» **About this exercise**
Retype the listing in full. Change nothing.
---*---
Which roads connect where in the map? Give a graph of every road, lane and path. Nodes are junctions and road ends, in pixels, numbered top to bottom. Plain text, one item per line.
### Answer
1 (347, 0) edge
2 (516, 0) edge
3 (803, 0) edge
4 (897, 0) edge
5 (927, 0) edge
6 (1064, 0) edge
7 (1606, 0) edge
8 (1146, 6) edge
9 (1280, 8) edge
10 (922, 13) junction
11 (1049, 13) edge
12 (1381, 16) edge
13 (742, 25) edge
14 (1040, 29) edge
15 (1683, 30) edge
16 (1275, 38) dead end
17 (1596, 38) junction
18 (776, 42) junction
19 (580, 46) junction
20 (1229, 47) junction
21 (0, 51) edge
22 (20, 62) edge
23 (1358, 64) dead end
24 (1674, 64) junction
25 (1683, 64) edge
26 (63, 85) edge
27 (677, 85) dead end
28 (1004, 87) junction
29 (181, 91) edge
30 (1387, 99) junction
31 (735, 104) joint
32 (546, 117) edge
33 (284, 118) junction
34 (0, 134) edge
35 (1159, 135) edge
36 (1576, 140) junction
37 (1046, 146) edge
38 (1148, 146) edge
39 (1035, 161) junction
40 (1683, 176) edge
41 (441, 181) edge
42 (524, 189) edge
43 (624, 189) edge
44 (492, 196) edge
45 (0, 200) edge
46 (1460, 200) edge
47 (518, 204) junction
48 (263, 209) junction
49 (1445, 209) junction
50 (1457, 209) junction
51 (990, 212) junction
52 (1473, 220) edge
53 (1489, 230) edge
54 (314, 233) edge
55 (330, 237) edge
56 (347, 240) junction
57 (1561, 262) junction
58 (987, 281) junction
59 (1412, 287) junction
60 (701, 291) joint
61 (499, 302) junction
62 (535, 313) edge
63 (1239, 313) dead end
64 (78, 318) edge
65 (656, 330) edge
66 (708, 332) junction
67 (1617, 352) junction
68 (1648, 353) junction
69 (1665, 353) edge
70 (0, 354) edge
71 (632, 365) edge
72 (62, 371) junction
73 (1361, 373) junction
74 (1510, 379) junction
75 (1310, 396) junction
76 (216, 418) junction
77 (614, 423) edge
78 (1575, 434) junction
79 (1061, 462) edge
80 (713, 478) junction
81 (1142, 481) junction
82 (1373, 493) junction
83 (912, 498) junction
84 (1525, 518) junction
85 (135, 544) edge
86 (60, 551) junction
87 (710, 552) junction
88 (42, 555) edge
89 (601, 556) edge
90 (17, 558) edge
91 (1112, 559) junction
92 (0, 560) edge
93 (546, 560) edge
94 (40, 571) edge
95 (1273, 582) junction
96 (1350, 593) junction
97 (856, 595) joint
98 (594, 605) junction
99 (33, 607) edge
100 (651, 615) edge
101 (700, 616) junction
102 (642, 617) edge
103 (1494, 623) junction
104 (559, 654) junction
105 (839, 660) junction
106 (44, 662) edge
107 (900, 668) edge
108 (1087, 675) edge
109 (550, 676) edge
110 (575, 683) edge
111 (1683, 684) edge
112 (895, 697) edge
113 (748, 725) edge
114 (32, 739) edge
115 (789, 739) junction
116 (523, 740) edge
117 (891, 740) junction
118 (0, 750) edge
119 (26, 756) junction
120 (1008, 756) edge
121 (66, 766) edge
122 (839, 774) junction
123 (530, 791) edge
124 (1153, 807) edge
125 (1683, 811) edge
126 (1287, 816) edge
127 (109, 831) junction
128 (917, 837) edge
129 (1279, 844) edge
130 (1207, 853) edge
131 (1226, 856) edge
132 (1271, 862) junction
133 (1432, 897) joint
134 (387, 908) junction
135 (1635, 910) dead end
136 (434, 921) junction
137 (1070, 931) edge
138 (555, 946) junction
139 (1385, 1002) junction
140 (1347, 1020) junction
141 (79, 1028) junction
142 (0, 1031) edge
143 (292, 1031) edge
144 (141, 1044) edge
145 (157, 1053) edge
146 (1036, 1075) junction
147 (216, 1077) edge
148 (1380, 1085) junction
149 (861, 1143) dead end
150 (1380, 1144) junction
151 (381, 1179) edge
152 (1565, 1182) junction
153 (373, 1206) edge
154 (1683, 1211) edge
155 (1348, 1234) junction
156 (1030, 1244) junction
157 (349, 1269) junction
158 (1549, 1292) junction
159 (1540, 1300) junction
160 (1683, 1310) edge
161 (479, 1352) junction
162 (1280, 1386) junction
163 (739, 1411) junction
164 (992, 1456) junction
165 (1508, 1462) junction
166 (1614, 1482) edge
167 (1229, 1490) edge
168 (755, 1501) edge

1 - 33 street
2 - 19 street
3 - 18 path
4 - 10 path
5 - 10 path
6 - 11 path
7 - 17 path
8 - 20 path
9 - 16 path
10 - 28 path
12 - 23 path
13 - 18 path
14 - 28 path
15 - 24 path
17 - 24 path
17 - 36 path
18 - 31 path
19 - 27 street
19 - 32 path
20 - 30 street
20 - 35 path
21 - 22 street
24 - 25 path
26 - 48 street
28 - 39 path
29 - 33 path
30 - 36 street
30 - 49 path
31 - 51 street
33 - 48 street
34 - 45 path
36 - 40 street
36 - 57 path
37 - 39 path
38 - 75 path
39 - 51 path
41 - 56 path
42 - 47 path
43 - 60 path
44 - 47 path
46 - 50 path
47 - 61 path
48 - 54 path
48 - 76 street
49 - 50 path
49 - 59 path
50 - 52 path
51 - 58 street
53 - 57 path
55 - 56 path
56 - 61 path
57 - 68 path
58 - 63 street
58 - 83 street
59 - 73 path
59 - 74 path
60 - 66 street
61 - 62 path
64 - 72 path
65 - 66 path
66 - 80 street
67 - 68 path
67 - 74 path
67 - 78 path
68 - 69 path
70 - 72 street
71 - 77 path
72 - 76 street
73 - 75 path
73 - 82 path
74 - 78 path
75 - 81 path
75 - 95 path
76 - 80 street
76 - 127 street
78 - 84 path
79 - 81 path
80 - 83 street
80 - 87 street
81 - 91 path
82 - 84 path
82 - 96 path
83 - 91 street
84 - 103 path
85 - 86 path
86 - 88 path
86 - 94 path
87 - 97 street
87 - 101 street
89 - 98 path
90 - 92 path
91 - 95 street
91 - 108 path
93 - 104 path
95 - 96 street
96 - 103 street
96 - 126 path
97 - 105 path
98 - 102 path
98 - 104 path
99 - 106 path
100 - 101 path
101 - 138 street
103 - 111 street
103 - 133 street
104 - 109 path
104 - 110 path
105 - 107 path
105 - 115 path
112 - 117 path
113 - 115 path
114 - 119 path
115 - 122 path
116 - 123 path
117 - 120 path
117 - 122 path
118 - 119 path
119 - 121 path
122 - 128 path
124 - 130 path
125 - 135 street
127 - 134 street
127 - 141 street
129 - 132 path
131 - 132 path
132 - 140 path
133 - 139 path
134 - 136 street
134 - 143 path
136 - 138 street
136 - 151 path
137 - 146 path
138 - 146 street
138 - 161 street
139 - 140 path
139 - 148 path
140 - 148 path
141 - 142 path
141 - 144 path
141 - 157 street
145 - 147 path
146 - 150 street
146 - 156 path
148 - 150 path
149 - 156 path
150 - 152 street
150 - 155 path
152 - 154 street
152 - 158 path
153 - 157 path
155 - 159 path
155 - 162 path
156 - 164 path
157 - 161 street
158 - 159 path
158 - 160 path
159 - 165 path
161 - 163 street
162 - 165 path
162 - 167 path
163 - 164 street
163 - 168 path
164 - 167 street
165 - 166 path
---*---
» **Response**
Which roads connect where in the map? Give a graph of every road, lane and path. Nodes are junctions and road ends, in pixels, numbered top to bottom. Plain text, one item per line.
### Answer
1 (347, 0) edge
2 (516, 0) edge
3 (803, 0) edge
4 (897, 0) edge
5 (927, 0) edge
6 (1064, 0) edge
7 (1606, 0) edge
8 (1146, 6) edge
9 (1280, 8) edge
10 (922, 13) junction
11 (1049, 13) edge
12 (1381, 16) edge
13 (742, 25) edge
14 (1040, 29) edge
15 (1683, 30) edge
16 (1275, 38) dead end
17 (1596, 38) junction
18 (776, 42) junction
19 (580, 46) junction
20 (1229, 47) junction
21 (0, 51) edge
22 (20, 62) edge
23 (1358, 64) dead end
24 (1674, 64) junction
25 (1683, 64) edge
26 (63, 85) edge
27 (677, 85) dead end
28 (1004, 87) junction
29 (181, 91) edge
30 (1387, 99) junction
31 (735, 104) joint
32 (546, 117) edge
33 (284, 118) junction
34 (0, 134) edge
35 (1159, 135) edge
36 (1576, 140) junction
37 (1046, 146) edge
38 (1148, 146) edge
39 (1035, 161) junction
40 (1683, 176) edge
41 (441, 181) edge
42 (524, 189) edge
43 (624, 189) edge
44 (492, 196) edge
45 (0, 200) edge
46 (1460, 200) edge
47 (518, 204) junction
48 (263, 209) junction
49 (1445, 209) junction
50 (1457, 209) junction
51 (990, 212) junction
52 (1473, 220) edge
53 (1489, 230) edge
54 (314, 233) edge
55 (330, 237) edge
56 (347, 240) junction
57 (1561, 262) junction
58 (987, 281) junction
59 (1412, 287) junction
60 (701, 291) joint
61 (499, 302) junction
62 (535, 313) edge
63 (1239, 313) dead end
64 (78, 318) edge
65 (656, 330) edge
66 (708, 332) junction
67 (1617, 352) junction
68 (1648, 353) junction
69 (1665, 353) edge
70 (0, 354) edge
71 (632, 365) edge
72 (62, 371) junction
73 (1361, 373) junction
74 (1510, 379) junction
75 (1310, 396) junction
76 (216, 418) junction
77 (614, 423) edge
78 (1575, 434) junction
79 (1061, 462) edge
80 (713, 478) junction
81 (1142, 481) junction
82 (1373, 493) junction
83 (912, 498) junction
84 (1525, 518) junction
85 (135, 544) edge
86 (60, 551) junction
87 (710, 552) junction
88 (42, 555) edge
89 (601, 556) edge
90 (17, 558) edge
91 (1112, 559) junction
92 (0, 560) edge
93 (546, 560) edge
94 (40, 571) edge
95 (1273, 582) junction
96 (1350, 593) junction
97 (856, 595) joint
98 (594, 605) junction
99 (33, 607) edge
100 (651, 615) edge
101 (700, 616) junction
102 (642, 617) edge
103 (1494, 623) junction
104 (559, 654) junction
105 (839, 660) junction
106 (44, 662) edge
107 (900, 668) edge
108 (1087, 675) edge
109 (550, 676) edge
110 (575, 683) edge
111 (1683, 684) edge
112 (895, 697) edge
113 (748, 725) edge
114 (32, 739) edge
115 (789, 739) junction
116 (523, 740) edge
117 (891, 740) junction
118 (0, 750) edge
119 (26, 756) junction
120 (1008, 756) edge
121 (66, 766) edge
122 (839, 774) junction
123 (530, 791) edge
124 (1153, 807) edge
125 (1683, 811) edge
126 (1287, 816) edge
127 (109, 831) junction
128 (917, 837) edge
129 (1279, 844) edge
130 (1207, 853) edge
131 (1226, 856) edge
132 (1271, 862) junction
133 (1432, 897) joint
134 (387, 908) junction
135 (1635, 910) dead end
136 (434, 921) junction
137 (1070, 931) edge
138 (555, 946) junction
139 (1385, 1002) junction
140 (1347, 1020) junction
141 (79, 1028) junction
142 (0, 1031) edge
143 (292, 1031) edge
144 (141, 1044) edge
145 (157, 1053) edge
146 (1036, 1075) junction
147 (216, 1077) edge
148 (1380, 1085) junction
149 (861, 1143) dead end
150 (1380, 1144) junction
151 (381, 1179) edge
152 (1565, 1182) junction
153 (373, 1206) edge
154 (1683, 1211) edge
155 (1348, 1234) junction
156 (1030, 1244) junction
157 (349, 1269) junction
158 (1549, 1292) junction
159 (1540, 1300) junction
160 (1683, 1310) edge
161 (479, 1352) junction
162 (1280, 1386) junction
163 (739, 1411) junction
164 (992, 1456) junction
165 (1508, 1462) junction
166 (1614, 1482) edge
167 (1229, 1490) edge
168 (755, 1501) edge

1 - 33 street
2 - 19 street
3 - 18 path
4 - 10 path
5 - 10 path
6 - 11 path
7 - 17 path
8 - 20 path
9 - 16 path
10 - 28 path
12 - 23 path
13 - 18 path
14 - 28 path
15 - 24 path
17 - 24 path
17 - 36 path
18 - 31 path
19 - 27 street
19 - 32 path
20 - 30 street
20 - 35 path
21 - 22 street
24 - 25 path
26 - 48 street
28 - 39 path
29 - 33 path
30 - 36 street
30 - 49 path
31 - 51 street
33 - 48 street
34 - 45 path
36 - 40 street
36 - 57 path
37 - 39 path
38 - 75 path
39 - 51 path
41 - 56 path
42 - 47 path
43 - 60 path
44 - 47 path
46 - 50 path
47 - 61 path
48 - 54 path
48 - 76 street
49 - 50 path
49 - 59 path
50 - 52 path
51 - 58 street
53 - 57 path
55 - 56 path
56 - 61 path
57 - 68 path
58 - 63 street
58 - 83 street
59 - 73 path
59 - 74 path
60 - 66 street
61 - 62 path
64 - 72 path
65 - 66 path
66 - 80 street
67 - 68 path
67 - 74 path
67 - 78 path
68 - 69 path
70 - 72 street
71 - 77 path
72 - 76 street
73 - 75 path
73 - 82 path
74 - 78 path
75 - 81 path
75 - 95 path
76 - 80 street
76 - 127 street
78 - 84 path
79 - 81 path
80 - 83 street
80 - 87 street
81 - 91 path
82 - 84 path
82 - 96 path
83 - 91 street
84 - 103 path
85 - 86 path
86 - 88 path
86 - 94 path
87 - 97 street
87 - 101 street
89 - 98 path
90 - 92 path
91 - 95 street
91 - 108 path
93 - 104 path
95 - 96 street
96 - 103 street
96 - 126 path
97 - 105 path
98 - 102 path
98 - 104 path
99 - 106 path
100 - 101 path
101 - 138 street
103 - 111 street
103 - 133 street
104 - 109 path
104 - 110 path
105 - 107 path
105 - 115 path
112 - 117 path
113 - 115 path
114 - 119 path
115 - 122 path
116 - 123 path
117 - 120 path
117 - 122 path
118 - 119 path
119 - 121 path
122 - 128 path
124 - 130 path
125 - 135 street
127 - 134 street
127 - 141 street
129 - 132 path
131 - 132 path
132 - 140 path
133 - 139 path
134 - 136 street
134 - 143 path
136 - 138 street
136 - 151 path
137 - 146 path
138 - 146 street
138 - 161 street
139 - 140 path
139 - 148 path
140 - 148 path
141 - 142 path
141 - 144 path
141 - 157 street
145 - 147 path
146 - 150 street
146 - 156 path
148 - 150 path
149 - 156 path
150 - 152 street
150 - 155 path
152 - 154 street
152 - 158 path
153 - 157 path
155 - 159 path
155 - 162 path
156 - 164 path
157 - 161 street
158 - 159 path
158 - 160 path
159 - 165 path
161 - 163 street
162 - 165 path
162 - 167 path
163 - 164 street
163 - 168 path
164 - 167 street
165 - 166 path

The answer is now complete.